I want to be clear here. “Guaranteed” income isn’t “Well, if I cash two checks…” income.

Next is to identify fixed costs. Fixed costs include stuff like boat maintenance, gear and insurance, as well as variable expenses like travel and mishaps on the road. A well-structured budget provides a clear overview of your financial situation and allows you to make informed decisions.

Let me make an analogy. You can’t make good financial decisions without a budget, just as you can’t make good fishing decisions without an understanding of the fish and the fishery. An uninformed financial decision is like throwing a frog in the middle of Lake Ontario. You might get bit, but the odds are stacked against you.

Diversify income sources

Relying solely on tournament winnings is impossible. Plain and simple. You must diversify your income sources by seeking partnerships, guiding, working a flexible job and investing. The last one is crucial.

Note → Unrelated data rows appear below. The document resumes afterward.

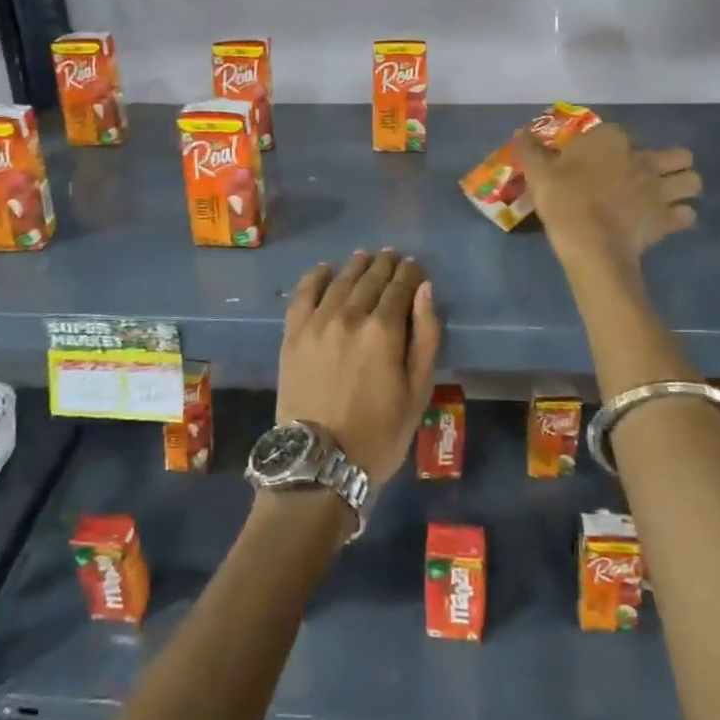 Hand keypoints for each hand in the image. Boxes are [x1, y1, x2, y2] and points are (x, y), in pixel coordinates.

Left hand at [276, 250, 441, 490]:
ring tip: (364, 257)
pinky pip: (303, 294)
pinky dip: (315, 277)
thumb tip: (425, 290)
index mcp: (384, 330)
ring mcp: (317, 322)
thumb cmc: (380, 433)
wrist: (320, 462)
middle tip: (392, 257)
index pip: (400, 288)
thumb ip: (426, 336)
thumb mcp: (418, 391)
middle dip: (385, 266)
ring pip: (340, 282)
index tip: (414, 266)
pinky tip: (324, 270)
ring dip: (355, 267)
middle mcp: (350, 315)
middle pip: (370, 280)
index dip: (409, 273)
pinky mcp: (293, 333)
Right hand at [513, 121, 699, 266]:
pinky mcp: (668, 218)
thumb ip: (530, 151)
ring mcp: (660, 189)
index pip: (619, 133)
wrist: (589, 241)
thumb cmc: (563, 200)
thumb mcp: (538, 173)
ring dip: (683, 187)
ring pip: (693, 181)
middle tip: (649, 175)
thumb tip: (520, 133)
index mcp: (611, 141)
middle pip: (677, 155)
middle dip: (670, 163)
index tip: (595, 158)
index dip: (610, 144)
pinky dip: (680, 218)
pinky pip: (687, 216)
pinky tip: (664, 222)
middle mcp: (643, 159)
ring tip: (665, 197) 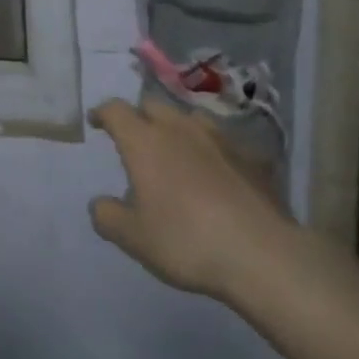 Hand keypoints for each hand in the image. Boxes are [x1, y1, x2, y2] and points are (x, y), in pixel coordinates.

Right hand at [89, 96, 291, 301]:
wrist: (261, 253)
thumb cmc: (186, 240)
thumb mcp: (134, 238)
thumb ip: (108, 216)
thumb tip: (99, 203)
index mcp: (145, 141)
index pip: (116, 110)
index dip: (103, 113)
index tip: (97, 121)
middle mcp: (179, 128)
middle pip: (153, 105)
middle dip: (139, 116)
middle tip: (135, 138)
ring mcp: (219, 138)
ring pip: (189, 119)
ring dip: (176, 128)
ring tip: (175, 150)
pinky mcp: (250, 155)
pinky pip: (222, 143)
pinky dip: (211, 151)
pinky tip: (216, 173)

Investing is scary when all our focus is on the fishing industry. This is when you probably need some help. I couldn’t fish the Elite Series or even the Bassmaster Opens without the help of Morgan Stanley, a financial services firm. They understand me as a person. They know what I like to do, and they have my goals in mind when they advise me.

My investment portfolio, although small, is crucial to my success now and in the future. Morgan Stanley and E*TRADE created a plan specifically for me to be able to fish and pursue my dream. All I do is stay informed and listen to what the professionals have to say.

It’s the same as going on a “guided trip” with my advisor and learning about being better with my money and how to set myself up for success. All of this can be done while also building a brand for yourself in this industry. Down the line, that can open new revenue streams providing financial stability.

Look at the wealthiest anglers in the world. How many of them have multiple income sources and their own brand?

All of them.

Emergency fund

Professional fishing, as we all know, is naturally unpredictable on the water and off the water. There are many changes in our industry that cause financial hardships for anglers at different times. Establishing an emergency fund is crucial to cover unexpected expenses or to bridge financial gaps during rough periods.

You may know this, but I’ll explain how my emergency fund is set up. When I finish any month with a net gain, I put aside most of the extra cash into a money market account — I believe they are at 5% or a little more right now. This includes the months I am not traveling, and that’s where most of the cash comes from. In a money market account, there is zero risk of it losing any value, and I can withdraw that cash in the event of an emergency.

Obviously, there are going to be times where you don’t have extra money. I had almost none in 2022, but I stuck to my budget and made it through a year of fishing with no debt. Ending a year with no debt and financial stability was crucial for my success during my 2023 Bassmaster Opens year.

I’m certainly not saying that I’m some brilliant financial advisor. I’m not even saying I’m a good one, but we don’t need amazing expertise to have financial stability. All we need is the information to make basic decisions about how we go about spending and saving money.

Finally, there’s no shame in seeking advice from people who are more experienced. Just like fishing, there are no shortcuts to success or magic tricks. It’s about understanding the fundamentals and exercising.